Stored items
_ _ _ _ _ _ _

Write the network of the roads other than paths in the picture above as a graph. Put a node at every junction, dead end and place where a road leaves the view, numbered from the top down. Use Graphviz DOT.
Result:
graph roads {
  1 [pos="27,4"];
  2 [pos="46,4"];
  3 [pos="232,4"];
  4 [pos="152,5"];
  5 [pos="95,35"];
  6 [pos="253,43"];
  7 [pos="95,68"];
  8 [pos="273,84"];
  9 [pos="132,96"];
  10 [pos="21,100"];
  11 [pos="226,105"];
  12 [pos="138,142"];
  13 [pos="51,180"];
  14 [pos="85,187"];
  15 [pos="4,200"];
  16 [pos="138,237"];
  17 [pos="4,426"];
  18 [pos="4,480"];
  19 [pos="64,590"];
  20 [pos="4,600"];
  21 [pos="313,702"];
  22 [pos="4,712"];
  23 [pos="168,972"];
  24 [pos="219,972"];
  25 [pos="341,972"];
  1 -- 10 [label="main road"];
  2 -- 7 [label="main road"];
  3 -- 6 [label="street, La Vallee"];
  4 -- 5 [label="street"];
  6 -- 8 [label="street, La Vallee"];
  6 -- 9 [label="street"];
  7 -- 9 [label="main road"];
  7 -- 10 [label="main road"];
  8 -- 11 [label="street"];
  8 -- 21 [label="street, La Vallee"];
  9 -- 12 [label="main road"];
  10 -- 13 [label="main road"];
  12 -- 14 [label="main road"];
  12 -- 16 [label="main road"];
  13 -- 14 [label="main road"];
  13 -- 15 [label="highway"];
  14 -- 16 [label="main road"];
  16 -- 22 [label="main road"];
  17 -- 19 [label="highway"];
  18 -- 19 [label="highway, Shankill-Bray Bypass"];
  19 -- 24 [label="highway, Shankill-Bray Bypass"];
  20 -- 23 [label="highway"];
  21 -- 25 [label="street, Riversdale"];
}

_ _ _ _ _ _ _

■ About this task: Using the data above, count the lines that hold the string "Bypass". Report the number and nothing else.

■ Result of this task: 2